----- Data for the task

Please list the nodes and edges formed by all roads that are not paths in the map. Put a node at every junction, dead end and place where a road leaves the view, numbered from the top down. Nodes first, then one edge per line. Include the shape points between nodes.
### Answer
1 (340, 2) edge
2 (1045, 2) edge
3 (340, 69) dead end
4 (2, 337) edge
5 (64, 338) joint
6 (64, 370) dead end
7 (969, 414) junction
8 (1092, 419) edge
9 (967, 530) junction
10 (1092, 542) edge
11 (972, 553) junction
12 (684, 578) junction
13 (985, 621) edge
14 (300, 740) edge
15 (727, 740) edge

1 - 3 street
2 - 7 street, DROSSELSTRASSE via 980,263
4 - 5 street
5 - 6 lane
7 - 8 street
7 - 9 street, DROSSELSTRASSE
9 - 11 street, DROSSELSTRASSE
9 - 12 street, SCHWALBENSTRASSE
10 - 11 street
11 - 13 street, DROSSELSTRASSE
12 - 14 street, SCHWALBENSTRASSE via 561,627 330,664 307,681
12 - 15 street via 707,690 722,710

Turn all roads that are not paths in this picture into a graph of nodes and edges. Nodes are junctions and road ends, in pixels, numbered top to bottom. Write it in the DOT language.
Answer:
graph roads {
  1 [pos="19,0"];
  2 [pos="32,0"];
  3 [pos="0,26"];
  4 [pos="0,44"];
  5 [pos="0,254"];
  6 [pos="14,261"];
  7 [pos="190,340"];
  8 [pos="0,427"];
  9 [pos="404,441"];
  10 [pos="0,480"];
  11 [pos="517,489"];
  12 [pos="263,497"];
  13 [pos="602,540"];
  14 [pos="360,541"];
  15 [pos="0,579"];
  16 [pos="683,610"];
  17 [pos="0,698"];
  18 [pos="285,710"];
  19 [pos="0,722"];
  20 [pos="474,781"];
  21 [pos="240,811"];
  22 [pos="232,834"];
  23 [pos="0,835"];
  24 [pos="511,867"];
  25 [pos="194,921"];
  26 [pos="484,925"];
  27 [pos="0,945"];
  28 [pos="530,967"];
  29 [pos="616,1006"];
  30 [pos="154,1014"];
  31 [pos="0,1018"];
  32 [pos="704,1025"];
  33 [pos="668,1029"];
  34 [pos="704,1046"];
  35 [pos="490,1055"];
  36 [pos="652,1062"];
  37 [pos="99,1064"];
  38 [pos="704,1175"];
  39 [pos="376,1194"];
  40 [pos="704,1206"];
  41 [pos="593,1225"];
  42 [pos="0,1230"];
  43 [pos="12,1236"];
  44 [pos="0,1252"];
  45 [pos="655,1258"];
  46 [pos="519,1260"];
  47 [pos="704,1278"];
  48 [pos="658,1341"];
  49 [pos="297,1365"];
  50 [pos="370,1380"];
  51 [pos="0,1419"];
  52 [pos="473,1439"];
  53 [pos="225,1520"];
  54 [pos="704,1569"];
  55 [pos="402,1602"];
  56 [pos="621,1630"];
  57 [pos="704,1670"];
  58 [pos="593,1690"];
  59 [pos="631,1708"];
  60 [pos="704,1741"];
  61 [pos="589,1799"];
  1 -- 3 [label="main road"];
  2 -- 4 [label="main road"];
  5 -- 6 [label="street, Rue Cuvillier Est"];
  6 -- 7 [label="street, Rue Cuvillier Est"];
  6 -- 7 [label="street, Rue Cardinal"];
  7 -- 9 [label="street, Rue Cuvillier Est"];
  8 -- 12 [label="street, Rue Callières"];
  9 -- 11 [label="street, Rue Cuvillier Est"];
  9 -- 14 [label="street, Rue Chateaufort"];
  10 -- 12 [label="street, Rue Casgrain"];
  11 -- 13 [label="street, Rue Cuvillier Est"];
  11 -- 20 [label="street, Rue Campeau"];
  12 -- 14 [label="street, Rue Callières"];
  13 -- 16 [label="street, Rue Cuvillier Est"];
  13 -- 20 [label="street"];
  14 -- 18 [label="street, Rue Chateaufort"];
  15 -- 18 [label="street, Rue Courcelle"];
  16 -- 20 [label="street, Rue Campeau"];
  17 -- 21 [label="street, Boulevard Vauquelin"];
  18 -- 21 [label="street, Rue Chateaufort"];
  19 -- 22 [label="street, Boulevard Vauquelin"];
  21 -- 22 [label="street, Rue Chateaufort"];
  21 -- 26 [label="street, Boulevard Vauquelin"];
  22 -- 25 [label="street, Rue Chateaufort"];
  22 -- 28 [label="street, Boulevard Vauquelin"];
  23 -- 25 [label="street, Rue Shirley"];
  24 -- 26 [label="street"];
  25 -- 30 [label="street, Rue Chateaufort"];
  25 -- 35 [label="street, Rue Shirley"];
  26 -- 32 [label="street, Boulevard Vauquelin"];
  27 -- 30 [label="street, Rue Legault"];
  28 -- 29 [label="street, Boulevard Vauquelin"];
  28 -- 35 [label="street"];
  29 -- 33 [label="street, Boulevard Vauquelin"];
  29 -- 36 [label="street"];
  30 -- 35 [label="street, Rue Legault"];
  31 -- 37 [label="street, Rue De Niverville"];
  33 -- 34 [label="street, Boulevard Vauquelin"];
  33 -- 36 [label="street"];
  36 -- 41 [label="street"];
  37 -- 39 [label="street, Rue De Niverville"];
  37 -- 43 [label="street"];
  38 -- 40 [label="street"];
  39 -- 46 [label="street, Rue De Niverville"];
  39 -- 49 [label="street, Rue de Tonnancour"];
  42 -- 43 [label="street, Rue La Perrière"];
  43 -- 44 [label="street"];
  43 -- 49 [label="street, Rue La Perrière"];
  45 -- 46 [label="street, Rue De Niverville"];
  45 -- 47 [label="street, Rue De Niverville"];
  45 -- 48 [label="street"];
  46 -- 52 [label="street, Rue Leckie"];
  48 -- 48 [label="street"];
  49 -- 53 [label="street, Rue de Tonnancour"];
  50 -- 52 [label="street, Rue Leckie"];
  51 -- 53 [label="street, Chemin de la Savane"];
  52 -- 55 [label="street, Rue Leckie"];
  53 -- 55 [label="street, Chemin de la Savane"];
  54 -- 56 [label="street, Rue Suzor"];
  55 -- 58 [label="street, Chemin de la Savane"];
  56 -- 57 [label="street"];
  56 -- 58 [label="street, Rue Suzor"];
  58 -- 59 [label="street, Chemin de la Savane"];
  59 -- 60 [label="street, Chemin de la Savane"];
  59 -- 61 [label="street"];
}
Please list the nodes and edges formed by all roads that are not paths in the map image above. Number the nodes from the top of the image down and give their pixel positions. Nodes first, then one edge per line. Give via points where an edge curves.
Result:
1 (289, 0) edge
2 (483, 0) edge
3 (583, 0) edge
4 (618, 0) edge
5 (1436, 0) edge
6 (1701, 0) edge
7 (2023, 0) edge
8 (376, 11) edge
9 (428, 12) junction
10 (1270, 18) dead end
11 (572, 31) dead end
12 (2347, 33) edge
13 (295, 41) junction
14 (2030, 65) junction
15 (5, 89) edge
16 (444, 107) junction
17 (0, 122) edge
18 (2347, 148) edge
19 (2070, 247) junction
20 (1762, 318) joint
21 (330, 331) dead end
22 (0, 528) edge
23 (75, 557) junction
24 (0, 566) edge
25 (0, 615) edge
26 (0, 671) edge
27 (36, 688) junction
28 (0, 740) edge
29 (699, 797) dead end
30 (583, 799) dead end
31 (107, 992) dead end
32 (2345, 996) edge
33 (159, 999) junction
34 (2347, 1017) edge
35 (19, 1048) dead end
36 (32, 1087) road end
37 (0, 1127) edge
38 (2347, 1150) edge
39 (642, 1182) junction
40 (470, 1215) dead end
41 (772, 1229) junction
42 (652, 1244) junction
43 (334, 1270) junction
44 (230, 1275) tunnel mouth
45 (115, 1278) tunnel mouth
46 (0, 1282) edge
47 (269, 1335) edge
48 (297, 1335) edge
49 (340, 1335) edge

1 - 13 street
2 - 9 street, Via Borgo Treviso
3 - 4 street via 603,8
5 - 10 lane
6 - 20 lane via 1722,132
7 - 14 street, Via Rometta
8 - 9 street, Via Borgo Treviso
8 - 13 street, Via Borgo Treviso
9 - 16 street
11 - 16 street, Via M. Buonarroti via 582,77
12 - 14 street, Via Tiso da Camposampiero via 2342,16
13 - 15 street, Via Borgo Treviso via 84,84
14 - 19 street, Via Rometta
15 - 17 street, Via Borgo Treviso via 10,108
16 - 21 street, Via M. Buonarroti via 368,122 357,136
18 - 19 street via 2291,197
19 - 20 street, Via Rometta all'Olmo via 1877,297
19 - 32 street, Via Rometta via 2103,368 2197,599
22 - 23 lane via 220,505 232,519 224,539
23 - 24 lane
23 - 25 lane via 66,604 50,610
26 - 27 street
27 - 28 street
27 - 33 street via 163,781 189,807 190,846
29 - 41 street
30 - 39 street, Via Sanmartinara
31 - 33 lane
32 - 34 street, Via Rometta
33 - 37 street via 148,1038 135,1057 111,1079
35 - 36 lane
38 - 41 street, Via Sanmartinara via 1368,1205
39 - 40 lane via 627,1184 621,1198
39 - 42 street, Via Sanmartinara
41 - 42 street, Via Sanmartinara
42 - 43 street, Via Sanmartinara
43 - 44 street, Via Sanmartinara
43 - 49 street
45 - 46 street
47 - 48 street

----------

→ **What the task requires**:
Your task is to copy each line of the material that contains the word "Niverville".

→ **Exercise answer**:
  31 -- 37 [label="street, Rue De Niverville"];
  37 -- 39 [label="street, Rue De Niverville"];
  39 -- 46 [label="street, Rue De Niverville"];
  45 -- 46 [label="street, Rue De Niverville"];
  45 -- 47 [label="street, Rue De Niverville"];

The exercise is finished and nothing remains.